これは木材woodの科学sicenceという意味を込めた造語です。日本木材学会は20年
間にわたり、このタイトルで学会の広報誌を発行してきました。日本木材学会の活動
内容を社会一般に知らせるという役目を担ってきたのですが、昨今のインターネット
環境の普及状態を鑑みて、このたび紙媒体からメールマガジンに生まれ変わることに
なりました。

 日本木材学会は我が国の木材研究者を中心にした学術団体で、木材に関連する最新
の研究成果が学会誌、年次大会などで公表され、また新たな情報の交換が研究会等に
おいてなされています。最近では木材は様々な意味で環境に優しい材料として注目を
浴びています。このような時代に、私たちは木材に関する正確な、また、最新の情報
を社会に広く伝えていく必要を感じています。

 私たちは『ウッディエンス メールマガジン』を学会・会員と木材に興味を抱いて
くださる企業や一般の方との間の架け橋となるべく、今後内容を充実させて行きたい
と考えています。みなさまのご期待に応えられるように努力していきますので、ぜひ
ご愛読ください。

 なお、このメールマガジンは、e-mailアドレスを登録していただいている日本木材
学会の会員と、「ウッディエンス」購読者の方にお届けしています。
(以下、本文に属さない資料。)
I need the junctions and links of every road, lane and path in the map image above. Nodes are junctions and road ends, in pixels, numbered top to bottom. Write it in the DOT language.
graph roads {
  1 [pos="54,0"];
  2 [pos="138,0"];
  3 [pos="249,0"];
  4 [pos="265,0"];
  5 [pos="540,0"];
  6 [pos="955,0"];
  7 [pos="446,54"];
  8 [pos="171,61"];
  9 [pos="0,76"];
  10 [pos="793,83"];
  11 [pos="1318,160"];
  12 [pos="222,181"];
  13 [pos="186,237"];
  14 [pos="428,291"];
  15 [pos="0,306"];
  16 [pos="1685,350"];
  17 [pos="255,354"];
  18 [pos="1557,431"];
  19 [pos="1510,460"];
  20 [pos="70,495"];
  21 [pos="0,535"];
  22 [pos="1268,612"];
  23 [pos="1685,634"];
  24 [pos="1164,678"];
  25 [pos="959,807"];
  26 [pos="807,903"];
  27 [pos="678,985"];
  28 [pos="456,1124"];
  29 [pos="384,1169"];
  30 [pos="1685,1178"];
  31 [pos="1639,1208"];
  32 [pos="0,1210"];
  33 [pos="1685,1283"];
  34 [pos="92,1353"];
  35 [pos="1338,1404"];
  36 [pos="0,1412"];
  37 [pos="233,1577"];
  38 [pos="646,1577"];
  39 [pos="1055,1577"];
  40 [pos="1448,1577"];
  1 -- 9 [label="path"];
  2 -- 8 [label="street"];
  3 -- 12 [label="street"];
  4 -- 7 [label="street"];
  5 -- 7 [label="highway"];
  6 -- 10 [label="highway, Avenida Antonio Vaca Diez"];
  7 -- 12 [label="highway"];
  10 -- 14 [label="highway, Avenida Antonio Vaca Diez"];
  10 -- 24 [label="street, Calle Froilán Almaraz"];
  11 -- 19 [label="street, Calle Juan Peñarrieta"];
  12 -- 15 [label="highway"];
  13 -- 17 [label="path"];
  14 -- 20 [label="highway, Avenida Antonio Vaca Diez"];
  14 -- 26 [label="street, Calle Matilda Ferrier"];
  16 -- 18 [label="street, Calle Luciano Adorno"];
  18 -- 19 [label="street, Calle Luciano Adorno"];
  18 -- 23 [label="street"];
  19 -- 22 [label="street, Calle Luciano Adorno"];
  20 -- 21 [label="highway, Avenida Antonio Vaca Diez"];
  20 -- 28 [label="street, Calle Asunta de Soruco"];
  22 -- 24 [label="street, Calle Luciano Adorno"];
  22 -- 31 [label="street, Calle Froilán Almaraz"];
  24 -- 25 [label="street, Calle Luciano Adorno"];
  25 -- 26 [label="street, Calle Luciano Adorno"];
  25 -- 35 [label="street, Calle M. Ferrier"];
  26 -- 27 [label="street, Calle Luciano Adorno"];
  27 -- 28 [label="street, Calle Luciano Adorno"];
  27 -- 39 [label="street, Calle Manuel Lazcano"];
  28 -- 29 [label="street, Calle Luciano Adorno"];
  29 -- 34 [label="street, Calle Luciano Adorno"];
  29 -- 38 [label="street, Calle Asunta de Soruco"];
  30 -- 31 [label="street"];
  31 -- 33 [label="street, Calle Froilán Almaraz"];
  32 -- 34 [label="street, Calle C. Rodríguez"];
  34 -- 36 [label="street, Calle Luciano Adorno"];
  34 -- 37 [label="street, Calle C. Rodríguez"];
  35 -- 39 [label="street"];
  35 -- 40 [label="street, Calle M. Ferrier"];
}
本メールマガジ
ンを不要とされる方は、本メール末尾に示した方法で購読を解約してくださるようお
願い申しあげます。また、お知り合いの方に購読を勧める場合も、メール末尾にに登
録のアドレスを示しておきましたので、お伝えしていただけると幸いです。

 発行時期、回数に関しては今のところ不定期で、年4〜6回の発行を予定しています。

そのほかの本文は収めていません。